Além desta proposição, há outros projetos de lei no Congresso Nacional tratando do aprimoramento de metas e avaliações de desempenho dos servidores; da reestruturação das carreiras públicas; da modernização dos concursos públicos; e do fim dos salários que excedem o teto salarial imposto pela Constituição Federal. Acabar com os super salários, por exemplo, poderia gerar uma economia de R$ 2,7 bilhões por ano ao País.

Tudo isso é importante para reorganizar este sistema perverso que é suportado pelos brasileiros. Mas a minha convicção é de que devemos ir além. O Brasil precisa discutir a existência de 440 empresas estatais, além de milhares de autarquias e fundações públicas, e porque há no País um contingente de 11 milhões de servidores públicos vinculados a órgãos federais, estaduais e municipais.

É preciso aprofundar a discussão sobre a necessidade de termos 513 deputados federais, 81 senadores, mais de mil deputados estaduais e 58 mil vereadores. Precisamos saber se realmente é preciso manter quatro degraus da Justiça, além de tribunais especiais como o eleitoral, o trabalhista e o militar. As estruturas do Ministério Público, nos níveis federal e estadual, também precisam ser questionadas.

Estes números revelam que somente reformas profundas na máquina administrativa poderão garantir maior controle e justiça social. Entendo que o Estado deve abandonar o papel de executor de atividades que não tenham relação direta com o bem-estar da população, como a saúde, a educação e a segurança pública. Ao mesmo tempo, devemos ampliar o controle social direto e a participação ativa da sociedade na gestão estatal.

Precisamos, enfim, respeitar a Constituição Federal, que é a nossa carta de mandamentos e que no seu artigo 37 registra qual deve ser o espírito da administração pública. O texto constitucional diz que “qualquer dos Poderes da União, dos Estados e do Distrito Federal e dos Municípios obedecerá aos princípios da legalidade, impessoalidade, moralidade, publicidade e da eficiência”.

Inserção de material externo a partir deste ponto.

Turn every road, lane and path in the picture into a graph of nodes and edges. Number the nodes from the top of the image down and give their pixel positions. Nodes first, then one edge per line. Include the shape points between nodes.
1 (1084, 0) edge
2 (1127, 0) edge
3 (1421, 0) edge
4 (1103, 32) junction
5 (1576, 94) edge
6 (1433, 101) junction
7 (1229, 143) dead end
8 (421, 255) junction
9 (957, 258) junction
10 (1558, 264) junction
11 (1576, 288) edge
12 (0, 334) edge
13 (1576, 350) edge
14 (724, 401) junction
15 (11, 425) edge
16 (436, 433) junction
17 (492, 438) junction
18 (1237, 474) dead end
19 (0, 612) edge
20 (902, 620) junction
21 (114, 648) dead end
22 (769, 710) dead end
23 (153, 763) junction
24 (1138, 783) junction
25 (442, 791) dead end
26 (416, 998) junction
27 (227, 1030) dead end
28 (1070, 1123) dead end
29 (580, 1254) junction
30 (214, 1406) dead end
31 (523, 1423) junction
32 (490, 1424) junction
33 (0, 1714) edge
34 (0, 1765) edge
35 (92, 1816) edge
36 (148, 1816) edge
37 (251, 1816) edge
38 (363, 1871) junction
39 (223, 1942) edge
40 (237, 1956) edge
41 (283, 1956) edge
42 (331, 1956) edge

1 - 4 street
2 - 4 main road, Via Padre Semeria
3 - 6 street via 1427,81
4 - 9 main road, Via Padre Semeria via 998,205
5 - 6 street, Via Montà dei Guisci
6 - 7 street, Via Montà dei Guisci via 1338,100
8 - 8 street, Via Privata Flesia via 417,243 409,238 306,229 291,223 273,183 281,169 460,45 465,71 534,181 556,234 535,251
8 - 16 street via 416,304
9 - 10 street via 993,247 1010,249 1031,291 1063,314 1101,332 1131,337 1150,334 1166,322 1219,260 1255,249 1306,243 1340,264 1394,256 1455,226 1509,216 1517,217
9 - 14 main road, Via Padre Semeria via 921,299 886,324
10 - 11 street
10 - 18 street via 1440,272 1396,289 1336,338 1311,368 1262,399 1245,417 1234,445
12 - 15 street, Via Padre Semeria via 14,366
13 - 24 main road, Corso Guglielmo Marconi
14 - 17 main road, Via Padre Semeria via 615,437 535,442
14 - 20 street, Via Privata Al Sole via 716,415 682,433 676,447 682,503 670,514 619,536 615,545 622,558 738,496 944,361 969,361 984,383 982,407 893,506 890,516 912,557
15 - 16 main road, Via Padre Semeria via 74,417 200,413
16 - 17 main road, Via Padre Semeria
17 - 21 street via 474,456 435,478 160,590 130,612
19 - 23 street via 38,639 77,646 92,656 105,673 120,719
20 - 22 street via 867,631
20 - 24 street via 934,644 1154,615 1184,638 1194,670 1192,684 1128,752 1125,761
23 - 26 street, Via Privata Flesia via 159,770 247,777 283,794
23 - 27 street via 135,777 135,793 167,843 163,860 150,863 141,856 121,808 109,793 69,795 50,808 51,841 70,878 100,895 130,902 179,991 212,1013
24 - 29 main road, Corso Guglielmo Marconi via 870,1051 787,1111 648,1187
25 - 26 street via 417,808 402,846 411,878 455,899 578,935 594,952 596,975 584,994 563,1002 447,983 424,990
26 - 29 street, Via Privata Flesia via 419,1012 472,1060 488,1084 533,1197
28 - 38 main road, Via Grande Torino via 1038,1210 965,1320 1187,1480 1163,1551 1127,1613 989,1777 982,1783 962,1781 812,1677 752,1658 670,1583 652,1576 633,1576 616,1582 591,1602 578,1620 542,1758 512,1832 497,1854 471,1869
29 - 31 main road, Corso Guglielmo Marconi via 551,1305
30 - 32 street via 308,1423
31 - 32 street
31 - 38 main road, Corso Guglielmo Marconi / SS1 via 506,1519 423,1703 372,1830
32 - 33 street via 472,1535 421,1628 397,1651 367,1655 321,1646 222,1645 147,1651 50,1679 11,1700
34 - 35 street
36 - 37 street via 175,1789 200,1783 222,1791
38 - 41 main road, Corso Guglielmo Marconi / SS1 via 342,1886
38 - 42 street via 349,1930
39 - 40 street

Esses cinco conceitos deveriam servir de bússola para podermos encontrar um rumo certo para a gestão pública. Além daquilo que preconiza a Constituição, a sociedade brasileira precisa de uma estrutura de Estado produtiva, útil, responsável e honesta. A nós cabe seguir exigindo a evolução e a modernização da máquina estatal. Sempre é possível fazer mais com menos.